| Exercise details |
State, as a bare number, how many lines below contain "joint".

(Stored data)
━━━━━━━━━━━━━━━━━━━━
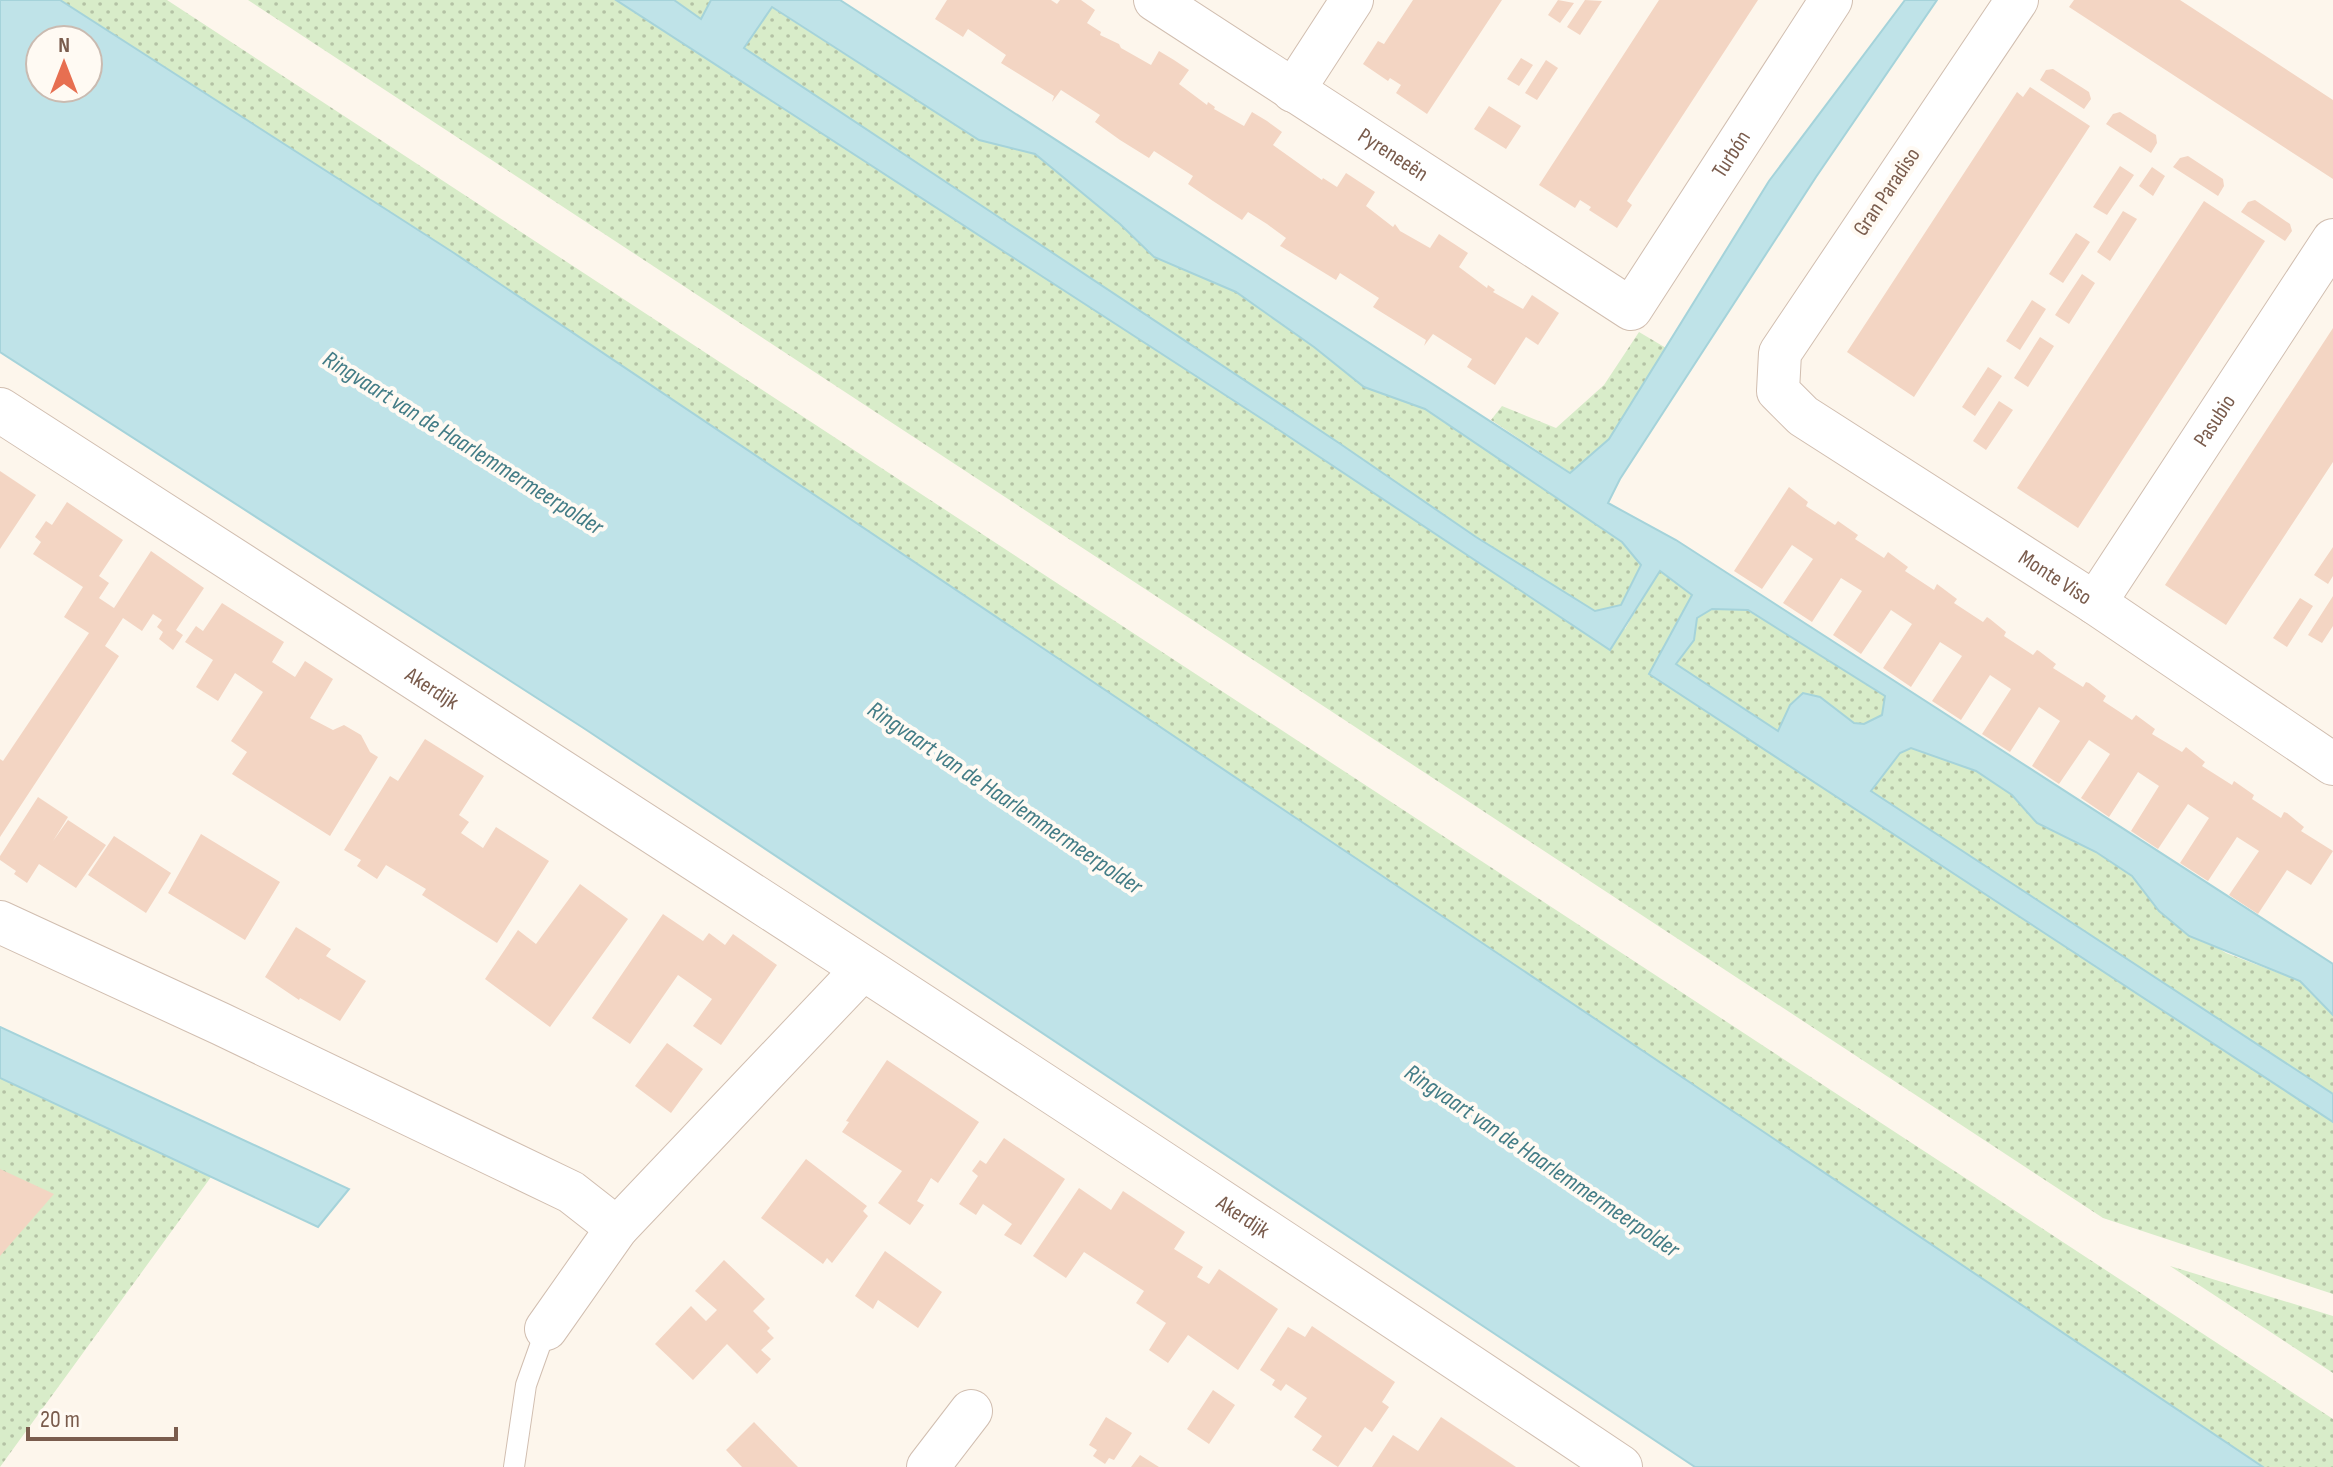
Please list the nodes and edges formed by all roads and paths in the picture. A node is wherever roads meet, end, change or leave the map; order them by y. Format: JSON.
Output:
{"nodes":[{"id":1,"x":1155,"y":0,"type":"edge"},
{"id":2,"x":1352,"y":0,"type":"edge"},
{"id":3,"x":1831,"y":0,"type":"edge"},
{"id":4,"x":2017,"y":0,"type":"edge"},
{"id":5,"x":1293,"y":91,"type":"junction"},
{"id":6,"x":2333,"y":240,"type":"edge"},
{"id":7,"x":1631,"y":309,"type":"joint"},
{"id":8,"x":1778,"y":391,"type":"joint"},
{"id":9,"x":0,"y":410,"type":"edge"},
{"id":10,"x":2095,"y":603,"type":"junction"},
{"id":11,"x":2333,"y":764,"type":"edge"},
{"id":12,"x":0,"y":922,"type":"edge"},
{"id":13,"x":864,"y":968,"type":"junction"},
{"id":14,"x":617,"y":1228,"type":"junction"},
{"id":15,"x":546,"y":1329,"type":"joint"},
{"id":16,"x":971,"y":1411,"type":"dead end"},
{"id":17,"x":514,"y":1467,"type":"edge"},
{"id":18,"x":928,"y":1467,"type":"edge"},
{"id":19,"x":1620,"y":1467,"type":"edge"}],
"edges":[{"from":1,"to":5,"type":"street","name":"Pyreneeën"},
{"from":2,"to":5,"type":"street"},
{"from":3,"to":7,"type":"street","name":"Turbón"},
{"from":4,"to":8,"type":"street","name":"Gran Paradiso"},
{"from":5,"to":7,"type":"street","name":"Pyreneeën"},
{"from":6,"to":10,"type":"street","name":"Pasubio"},
{"from":8,"to":10,"type":"street","name":"Monte Viso"},
{"from":9,"to":13,"type":"street","name":"Akerdijk"},
{"from":10,"to":11,"type":"street","name":"Monte Viso"},
{"from":12,"to":14,"type":"street"},
{"from":13,"to":14,"type":"street"},
{"from":13,"to":19,"type":"street","name":"Akerdijk"},
{"from":14,"to":15,"type":"street"},
{"from":15,"to":17,"type":"lane"},
{"from":16,"to":18,"type":"street"}]}
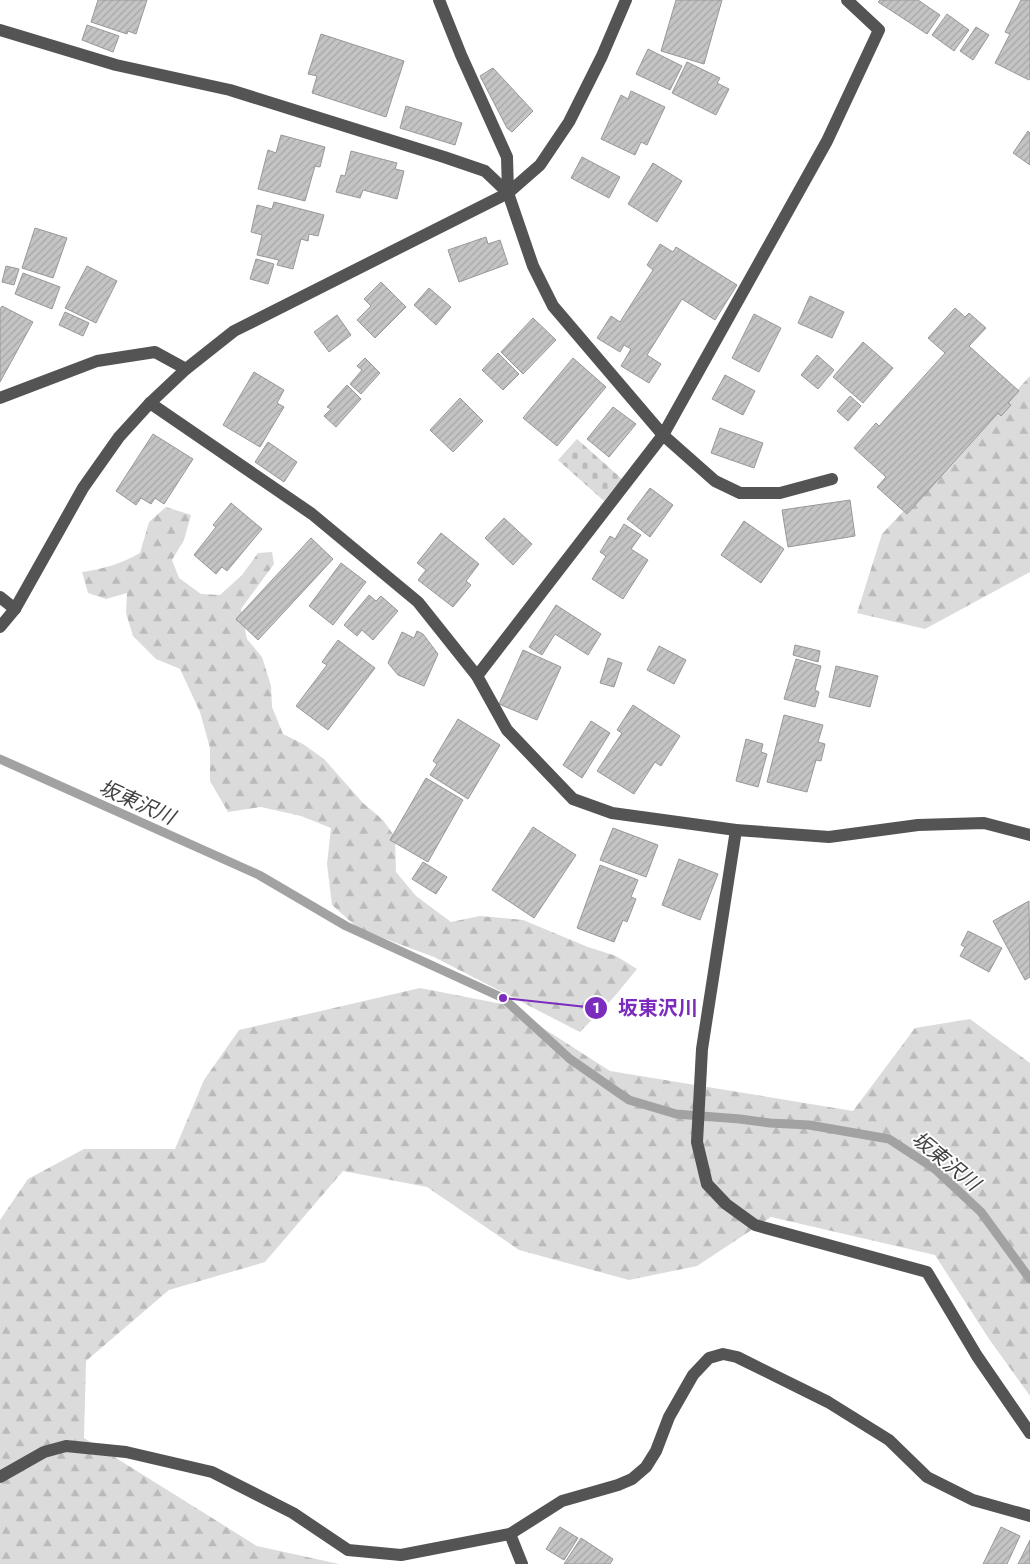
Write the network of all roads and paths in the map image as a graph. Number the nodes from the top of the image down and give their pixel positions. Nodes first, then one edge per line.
1 (439, 0) edge
2 (626, 0) edge
3 (849, 0) edge
4 (0, 30) edge
5 (508, 193) junction
6 (186, 369) junction
7 (0, 398) edge
8 (150, 403) junction
9 (663, 435) junction
10 (832, 479) dead end
11 (0, 597) edge
12 (15, 609) junction
13 (0, 627) edge
14 (478, 676) junction
15 (736, 830) junction
16 (1030, 835) edge
17 (1030, 1433) edge
18 (0, 1477) edge
19 (1030, 1516) edge
20 (510, 1534) junction
21 (522, 1564) edge

1 - 5 street
2 - 5 street
3 - 9 street
4 - 5 street
5 - 6 street
5 - 9 street
6 - 7 street
6 - 8 street
8 - 12 street
8 - 14 street
9 - 10 street
9 - 14 street
11 - 12 street
12 - 13 street
14 - 15 street
15 - 16 street
15 - 17 street
18 - 20 street
19 - 20 street
20 - 21 street

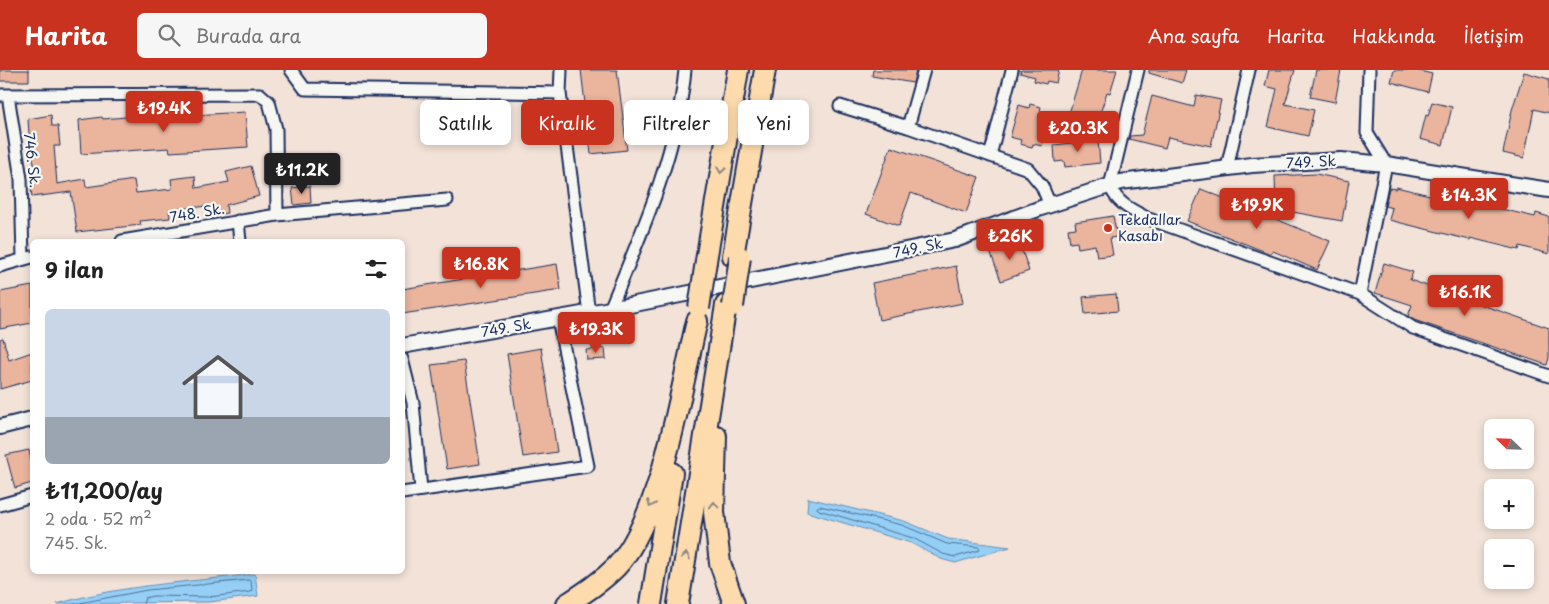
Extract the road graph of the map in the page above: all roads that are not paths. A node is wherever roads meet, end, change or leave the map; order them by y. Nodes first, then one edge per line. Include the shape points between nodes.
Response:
1 (291, 70) edge
2 (685, 70) edge
3 (738, 70) edge
4 (765, 70) edge
5 (924, 70) edge
6 (1012, 70) edge
7 (1138, 70) edge
8 (1249, 70) edge
9 (1369, 70) edge
10 (561, 81) edge
11 (4, 95) edge
12 (840, 106) dead end
13 (908, 127) junction
14 (990, 156) junction
15 (1386, 164) junction
16 (1227, 168) junction
17 (1110, 186) junction
18 (1549, 190) edge
19 (447, 200) dead end
20 (1050, 205) junction
21 (276, 215) junction
22 (238, 221) junction
23 (134, 239) edge
24 (240, 239) edge
25 (28, 258) edge
26 (0, 266) edge
27 (1360, 294) junction
28 (730, 305) junction
29 (610, 310) junction
30 (589, 314) junction
31 (698, 314) junction
32 (558, 319) junction
33 (405, 345) edge
34 (405, 371) edge
35 (1549, 376) edge
36 (30, 420) edge
37 (0, 427) edge
38 (421, 490) junction
39 (405, 493) edge
40 (30, 497) edge
41 (0, 505) edge
42 (567, 604) edge
43 (651, 604) edge
44 (678, 604) edge
45 (734, 604) edge

1 - 10 street via 305,89
2 - 29 street via 666,168
3 -> 31 highway, bridge
4 - 28 highway
5 - 13 street
6 - 14 street
7 - 17 street
8 - 16 street
9 - 15 street via 1367,133
10 - 30 street
11 - 21 street via 260,94 269,102 276,129
11 - 25 street, 746. Sk. via 21,179
12 - 13 street
13 - 14 street
14 - 20 street via 1028,169 1042,186
15 - 16 street, 749. Sk via 1341,160
15 - 18 street, 749. Sk
15 - 27 street
16 - 17 street, 749. Sk
17 - 20 street, 749. Sk
17 - 27 street via 1115,198 1124,206 1149,219
19 - 21 street, 748. Sk.
20 - 29 street, 749. Sk via 955,240
21 - 22 street, 748. Sk.
22 - 23 street, 748. Sk.
22 - 24 street
25 - 26 street
27 - 35 street via 1413,328
44 -> 28 highway
45 -> 28 highway via 720,563 714,512 715,443
29 - 30 street, 749. Sk
30 - 32 street, 749. Sk
31 -> 42 highway via 661,471 638,534 617,566 593,588
31 - 43 highway
32 - 33 street, 749. Sk
32 - 38 street via 588,466
34 - 38 street via 413,403
36 - 37 street
38 - 39 street
40 - 41 street

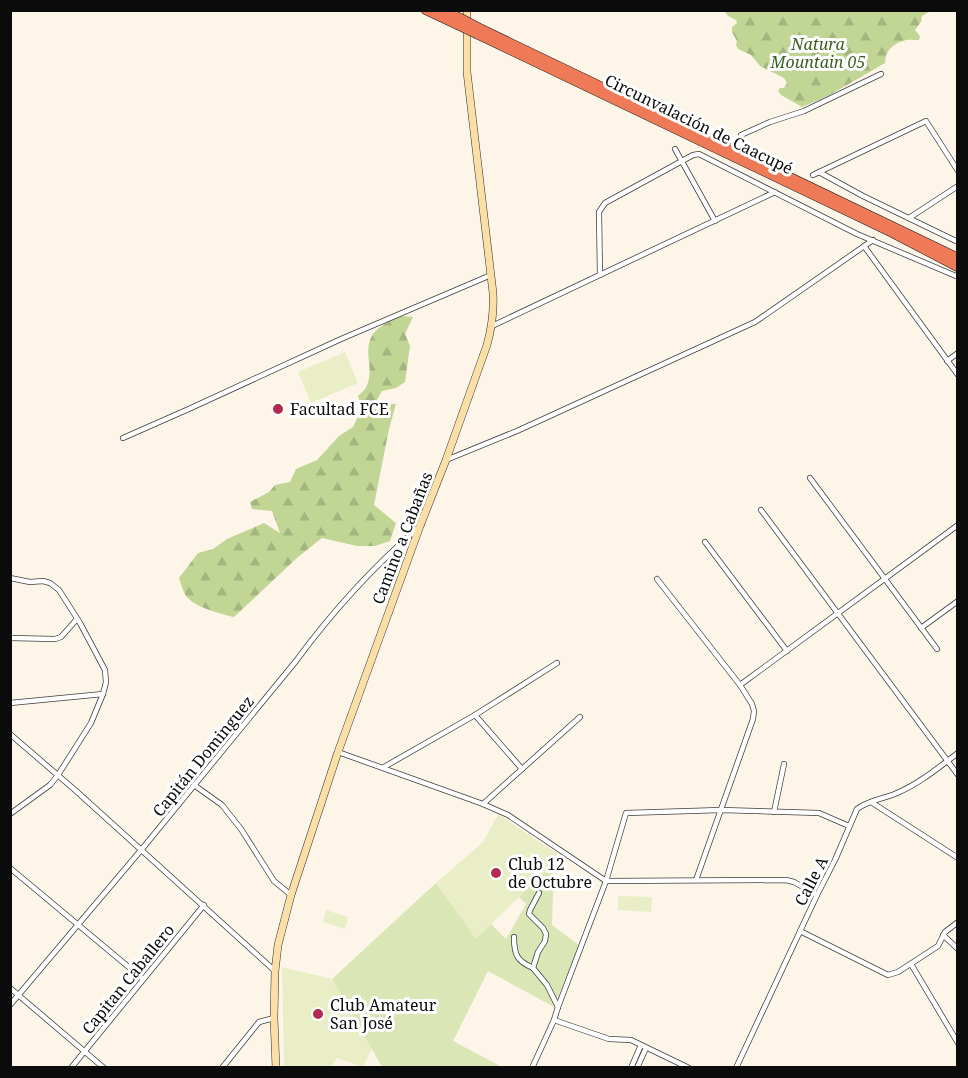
━━━━━━━━━━━━━━━━━━━━
| Solution below |
3